▶ AIM OF THE EXERCISE
Please transcribe the data exactly, with nothing left out.

[Saved entries]
================================
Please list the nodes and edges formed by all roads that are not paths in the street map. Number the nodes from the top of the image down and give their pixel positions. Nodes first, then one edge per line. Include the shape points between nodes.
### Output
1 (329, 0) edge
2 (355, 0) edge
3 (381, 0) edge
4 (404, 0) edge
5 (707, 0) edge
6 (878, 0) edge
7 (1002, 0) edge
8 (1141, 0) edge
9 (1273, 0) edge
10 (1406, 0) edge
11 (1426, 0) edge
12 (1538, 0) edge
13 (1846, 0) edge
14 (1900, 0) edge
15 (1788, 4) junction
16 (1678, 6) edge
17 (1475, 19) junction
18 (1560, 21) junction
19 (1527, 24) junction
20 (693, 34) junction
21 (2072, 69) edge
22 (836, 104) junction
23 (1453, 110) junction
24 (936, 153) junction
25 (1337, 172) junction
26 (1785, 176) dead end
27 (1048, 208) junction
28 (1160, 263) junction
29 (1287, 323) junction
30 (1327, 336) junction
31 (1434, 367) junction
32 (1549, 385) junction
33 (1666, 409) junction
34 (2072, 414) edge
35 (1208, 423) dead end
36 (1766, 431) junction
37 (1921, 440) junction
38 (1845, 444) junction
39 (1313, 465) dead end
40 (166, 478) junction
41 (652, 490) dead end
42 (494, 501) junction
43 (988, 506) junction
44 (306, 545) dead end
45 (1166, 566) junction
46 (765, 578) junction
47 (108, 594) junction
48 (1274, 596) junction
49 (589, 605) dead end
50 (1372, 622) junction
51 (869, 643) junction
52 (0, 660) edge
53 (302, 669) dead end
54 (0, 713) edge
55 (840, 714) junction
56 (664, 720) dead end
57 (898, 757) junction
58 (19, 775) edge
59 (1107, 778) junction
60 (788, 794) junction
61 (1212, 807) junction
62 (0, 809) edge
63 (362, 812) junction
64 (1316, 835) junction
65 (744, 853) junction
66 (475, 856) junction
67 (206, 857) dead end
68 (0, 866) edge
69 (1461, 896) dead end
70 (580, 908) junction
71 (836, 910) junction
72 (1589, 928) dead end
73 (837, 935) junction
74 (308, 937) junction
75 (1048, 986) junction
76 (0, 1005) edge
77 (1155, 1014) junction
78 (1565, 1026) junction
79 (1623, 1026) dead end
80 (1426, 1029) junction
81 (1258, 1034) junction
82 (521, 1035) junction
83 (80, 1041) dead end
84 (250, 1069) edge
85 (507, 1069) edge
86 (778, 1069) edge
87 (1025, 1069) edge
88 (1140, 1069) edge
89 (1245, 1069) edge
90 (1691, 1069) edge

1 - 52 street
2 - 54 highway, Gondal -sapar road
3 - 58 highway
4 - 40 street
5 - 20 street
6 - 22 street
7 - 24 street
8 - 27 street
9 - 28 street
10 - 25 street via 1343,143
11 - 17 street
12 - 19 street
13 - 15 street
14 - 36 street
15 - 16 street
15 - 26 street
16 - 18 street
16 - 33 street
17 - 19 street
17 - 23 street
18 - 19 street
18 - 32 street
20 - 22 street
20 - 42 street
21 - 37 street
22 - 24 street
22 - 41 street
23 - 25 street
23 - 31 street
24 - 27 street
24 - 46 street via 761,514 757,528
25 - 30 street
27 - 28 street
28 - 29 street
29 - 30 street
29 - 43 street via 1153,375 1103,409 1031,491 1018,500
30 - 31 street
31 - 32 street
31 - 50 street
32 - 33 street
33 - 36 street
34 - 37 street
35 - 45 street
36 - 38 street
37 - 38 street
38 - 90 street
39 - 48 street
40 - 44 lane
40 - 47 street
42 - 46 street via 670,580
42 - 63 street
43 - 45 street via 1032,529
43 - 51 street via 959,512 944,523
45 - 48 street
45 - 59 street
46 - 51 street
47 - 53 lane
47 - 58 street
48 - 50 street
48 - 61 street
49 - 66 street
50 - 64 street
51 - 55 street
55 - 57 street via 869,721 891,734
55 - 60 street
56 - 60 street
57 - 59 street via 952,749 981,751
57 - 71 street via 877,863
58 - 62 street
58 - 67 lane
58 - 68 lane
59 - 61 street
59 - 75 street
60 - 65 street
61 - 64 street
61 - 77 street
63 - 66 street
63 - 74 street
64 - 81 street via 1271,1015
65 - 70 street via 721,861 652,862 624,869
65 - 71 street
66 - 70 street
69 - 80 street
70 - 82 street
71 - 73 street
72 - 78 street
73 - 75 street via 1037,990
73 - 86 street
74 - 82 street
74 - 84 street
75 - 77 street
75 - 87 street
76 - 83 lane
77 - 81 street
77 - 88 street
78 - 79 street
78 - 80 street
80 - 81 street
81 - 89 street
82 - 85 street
================================
▶ EXERCISE RESPONSE
Please list the nodes and edges formed by all roads that are not paths in the street map. Number the nodes from the top of the image down and give their pixel positions. Nodes first, then one edge per line. Include the shape points between nodes.
### Output
1 (329, 0) edge
2 (355, 0) edge
3 (381, 0) edge
4 (404, 0) edge
5 (707, 0) edge
6 (878, 0) edge
7 (1002, 0) edge
8 (1141, 0) edge
9 (1273, 0) edge
10 (1406, 0) edge
11 (1426, 0) edge
12 (1538, 0) edge
13 (1846, 0) edge
14 (1900, 0) edge
15 (1788, 4) junction
16 (1678, 6) edge
17 (1475, 19) junction
18 (1560, 21) junction
19 (1527, 24) junction
20 (693, 34) junction
21 (2072, 69) edge
22 (836, 104) junction
23 (1453, 110) junction
24 (936, 153) junction
25 (1337, 172) junction
26 (1785, 176) dead end
27 (1048, 208) junction
28 (1160, 263) junction
29 (1287, 323) junction
30 (1327, 336) junction
31 (1434, 367) junction
32 (1549, 385) junction
33 (1666, 409) junction
34 (2072, 414) edge
35 (1208, 423) dead end
36 (1766, 431) junction
37 (1921, 440) junction
38 (1845, 444) junction
39 (1313, 465) dead end
40 (166, 478) junction
41 (652, 490) dead end
42 (494, 501) junction
43 (988, 506) junction
44 (306, 545) dead end
45 (1166, 566) junction
46 (765, 578) junction
47 (108, 594) junction
48 (1274, 596) junction
49 (589, 605) dead end
50 (1372, 622) junction
51 (869, 643) junction
52 (0, 660) edge
53 (302, 669) dead end
54 (0, 713) edge
55 (840, 714) junction
56 (664, 720) dead end
57 (898, 757) junction
58 (19, 775) edge
59 (1107, 778) junction
60 (788, 794) junction
61 (1212, 807) junction
62 (0, 809) edge
63 (362, 812) junction
64 (1316, 835) junction
65 (744, 853) junction
66 (475, 856) junction
67 (206, 857) dead end
68 (0, 866) edge
69 (1461, 896) dead end
70 (580, 908) junction
71 (836, 910) junction
72 (1589, 928) dead end
73 (837, 935) junction
74 (308, 937) junction
75 (1048, 986) junction
76 (0, 1005) edge
77 (1155, 1014) junction
78 (1565, 1026) junction
79 (1623, 1026) dead end
80 (1426, 1029) junction
81 (1258, 1034) junction
82 (521, 1035) junction
83 (80, 1041) dead end
84 (250, 1069) edge
85 (507, 1069) edge
86 (778, 1069) edge
87 (1025, 1069) edge
88 (1140, 1069) edge
89 (1245, 1069) edge
90 (1691, 1069) edge

1 - 52 street
2 - 54 highway, Gondal -sapar road
3 - 58 highway
4 - 40 street
5 - 20 street
6 - 22 street
7 - 24 street
8 - 27 street
9 - 28 street
10 - 25 street via 1343,143
11 - 17 street
12 - 19 street
13 - 15 street
14 - 36 street
15 - 16 street
15 - 26 street
16 - 18 street
16 - 33 street
17 - 19 street
17 - 23 street
18 - 19 street
18 - 32 street
20 - 22 street
20 - 42 street
21 - 37 street
22 - 24 street
22 - 41 street
23 - 25 street
23 - 31 street
24 - 27 street
24 - 46 street via 761,514 757,528
25 - 30 street
27 - 28 street
28 - 29 street
29 - 30 street
29 - 43 street via 1153,375 1103,409 1031,491 1018,500
30 - 31 street
31 - 32 street
31 - 50 street
32 - 33 street
33 - 36 street
34 - 37 street
35 - 45 street
36 - 38 street
37 - 38 street
38 - 90 street
39 - 48 street
40 - 44 lane
40 - 47 street
42 - 46 street via 670,580
42 - 63 street
43 - 45 street via 1032,529
43 - 51 street via 959,512 944,523
45 - 48 street
45 - 59 street
46 - 51 street
47 - 53 lane
47 - 58 street
48 - 50 street
48 - 61 street
49 - 66 street
50 - 64 street
51 - 55 street
55 - 57 street via 869,721 891,734
55 - 60 street
56 - 60 street
57 - 59 street via 952,749 981,751
57 - 71 street via 877,863
58 - 62 street
58 - 67 lane
58 - 68 lane
59 - 61 street
59 - 75 street
60 - 65 street
61 - 64 street
61 - 77 street
63 - 66 street
63 - 74 street
64 - 81 street via 1271,1015
65 - 70 street via 721,861 652,862 624,869
65 - 71 street
66 - 70 street
69 - 80 street
70 - 82 street
71 - 73 street
72 - 78 street
73 - 75 street via 1037,990
73 - 86 street
74 - 82 street
74 - 84 street
75 - 77 street
75 - 87 street
76 - 83 lane
77 - 81 street
77 - 88 street
78 - 79 street
78 - 80 street
80 - 81 street
81 - 89 street
82 - 85 street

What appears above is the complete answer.